The 112-page overhaul has been in the works nine months, Smith said, and provides evidence-based solutions to the problems with the state’s system.
The working group studied the state’s juvenile justice system and found that Kansas had one of the highest rates of juvenile offenders placed in detention centers and other out-of-home placements. Such facilities can cost $90,000 a year for each offender, about 10 times the cost of probation.
“This is a program that will be sustainable,” Smith said. “It is not soft on crime. I have not been nor will ever be soft on crime.”
Sedgwick County operated a youth residential center, Judge Riddel Boys Ranch, until closing it in 2014. Some local officials have sought to reopen the facility since its closure.
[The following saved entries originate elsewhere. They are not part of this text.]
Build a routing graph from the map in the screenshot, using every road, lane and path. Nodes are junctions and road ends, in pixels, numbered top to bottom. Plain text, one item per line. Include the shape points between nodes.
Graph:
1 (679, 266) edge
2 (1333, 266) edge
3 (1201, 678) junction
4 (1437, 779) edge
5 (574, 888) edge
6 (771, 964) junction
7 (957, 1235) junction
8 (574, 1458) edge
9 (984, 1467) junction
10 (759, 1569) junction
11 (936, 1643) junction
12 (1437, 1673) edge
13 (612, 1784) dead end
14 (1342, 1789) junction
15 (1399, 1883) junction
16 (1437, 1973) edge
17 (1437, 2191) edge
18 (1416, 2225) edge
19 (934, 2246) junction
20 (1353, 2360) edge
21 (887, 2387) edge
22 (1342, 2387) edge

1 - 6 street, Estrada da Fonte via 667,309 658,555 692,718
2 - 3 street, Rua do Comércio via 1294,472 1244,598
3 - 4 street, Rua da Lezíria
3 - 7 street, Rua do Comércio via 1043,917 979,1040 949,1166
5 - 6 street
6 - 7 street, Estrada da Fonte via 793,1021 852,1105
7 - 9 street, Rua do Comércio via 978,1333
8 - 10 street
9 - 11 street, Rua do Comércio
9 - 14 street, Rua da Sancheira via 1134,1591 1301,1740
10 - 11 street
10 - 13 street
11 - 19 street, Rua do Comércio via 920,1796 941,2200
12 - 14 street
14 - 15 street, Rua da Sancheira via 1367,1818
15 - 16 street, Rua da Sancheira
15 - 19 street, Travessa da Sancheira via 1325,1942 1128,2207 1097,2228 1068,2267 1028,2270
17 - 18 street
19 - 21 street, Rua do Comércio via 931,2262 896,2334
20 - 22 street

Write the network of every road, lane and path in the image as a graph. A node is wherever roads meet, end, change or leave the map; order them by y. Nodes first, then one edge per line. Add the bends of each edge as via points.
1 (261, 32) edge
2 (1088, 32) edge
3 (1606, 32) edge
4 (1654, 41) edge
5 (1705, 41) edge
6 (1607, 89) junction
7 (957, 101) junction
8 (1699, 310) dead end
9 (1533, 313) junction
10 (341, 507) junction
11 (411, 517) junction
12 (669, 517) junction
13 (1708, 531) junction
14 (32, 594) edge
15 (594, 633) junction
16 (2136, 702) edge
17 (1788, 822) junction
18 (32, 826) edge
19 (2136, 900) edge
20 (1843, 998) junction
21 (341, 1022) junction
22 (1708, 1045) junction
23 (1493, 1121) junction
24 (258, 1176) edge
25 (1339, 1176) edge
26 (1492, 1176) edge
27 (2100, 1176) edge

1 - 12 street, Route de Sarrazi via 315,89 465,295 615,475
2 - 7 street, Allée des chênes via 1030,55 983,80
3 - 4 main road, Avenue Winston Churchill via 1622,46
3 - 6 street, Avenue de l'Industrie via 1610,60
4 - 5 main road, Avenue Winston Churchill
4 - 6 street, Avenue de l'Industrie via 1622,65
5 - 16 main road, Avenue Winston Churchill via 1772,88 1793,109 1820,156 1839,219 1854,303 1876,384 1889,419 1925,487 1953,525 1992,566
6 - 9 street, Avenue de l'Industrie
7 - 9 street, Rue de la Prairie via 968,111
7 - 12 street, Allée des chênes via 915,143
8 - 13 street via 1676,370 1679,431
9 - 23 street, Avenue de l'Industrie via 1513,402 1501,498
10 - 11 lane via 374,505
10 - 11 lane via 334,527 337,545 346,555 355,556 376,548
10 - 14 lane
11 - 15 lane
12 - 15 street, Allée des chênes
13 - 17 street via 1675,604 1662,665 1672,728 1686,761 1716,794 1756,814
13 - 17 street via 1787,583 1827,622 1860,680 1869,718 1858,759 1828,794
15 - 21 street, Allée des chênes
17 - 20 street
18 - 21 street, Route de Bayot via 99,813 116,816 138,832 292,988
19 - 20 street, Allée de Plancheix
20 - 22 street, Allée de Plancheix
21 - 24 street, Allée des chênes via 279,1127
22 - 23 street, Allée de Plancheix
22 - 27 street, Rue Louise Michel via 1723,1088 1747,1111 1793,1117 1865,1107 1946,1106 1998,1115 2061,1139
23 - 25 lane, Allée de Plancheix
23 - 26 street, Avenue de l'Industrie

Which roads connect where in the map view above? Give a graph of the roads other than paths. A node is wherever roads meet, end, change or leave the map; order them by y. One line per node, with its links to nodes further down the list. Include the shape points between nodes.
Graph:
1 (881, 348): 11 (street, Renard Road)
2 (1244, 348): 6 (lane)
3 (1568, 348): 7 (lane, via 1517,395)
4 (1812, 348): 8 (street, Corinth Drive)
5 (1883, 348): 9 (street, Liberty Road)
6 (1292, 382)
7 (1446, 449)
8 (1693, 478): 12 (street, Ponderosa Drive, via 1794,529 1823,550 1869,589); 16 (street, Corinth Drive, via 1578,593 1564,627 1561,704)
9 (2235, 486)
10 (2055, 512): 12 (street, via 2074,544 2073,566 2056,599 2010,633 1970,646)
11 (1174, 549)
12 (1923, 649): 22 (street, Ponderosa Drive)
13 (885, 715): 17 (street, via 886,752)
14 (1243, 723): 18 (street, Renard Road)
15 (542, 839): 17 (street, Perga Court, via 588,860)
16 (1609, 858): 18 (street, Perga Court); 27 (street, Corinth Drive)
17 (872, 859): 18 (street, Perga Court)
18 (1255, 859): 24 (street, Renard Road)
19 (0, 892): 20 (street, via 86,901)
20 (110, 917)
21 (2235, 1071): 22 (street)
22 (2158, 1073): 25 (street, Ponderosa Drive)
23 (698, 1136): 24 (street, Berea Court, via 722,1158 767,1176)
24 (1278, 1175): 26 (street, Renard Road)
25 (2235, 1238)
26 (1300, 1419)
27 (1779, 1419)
The county is still served by several other facilities.
Sedgwick County corrections director Mark Masterson said some communities with fewer resources could benefit from the Department of Corrections investing in services like anger management and counseling.
But he said the bill doesn’t address using juvenile detention for non-offenders, such as human trafficking victims and children in need of care. And he said the state’s July 2018 expiration date for its use of group homes “deserves serious attention.”
“A sunset on group homes will result in a lack of investment by people who operate those homes to make the type of improvements that are necessary,” he said.
Smith said the more than two years that the bill gives the Department of Corrections to make the changes is adequate time to get the new system in place.
The bill is expected to reduce the out-of-home population by about 62 percent in five years and reduce costs over that time by about $75 million. That money should be reinvested in community programs and treatment, said Rep. John Rubin, a Shawnee Republican who co-chaired the study group with Smith.
The bill now heads to the Kansas House.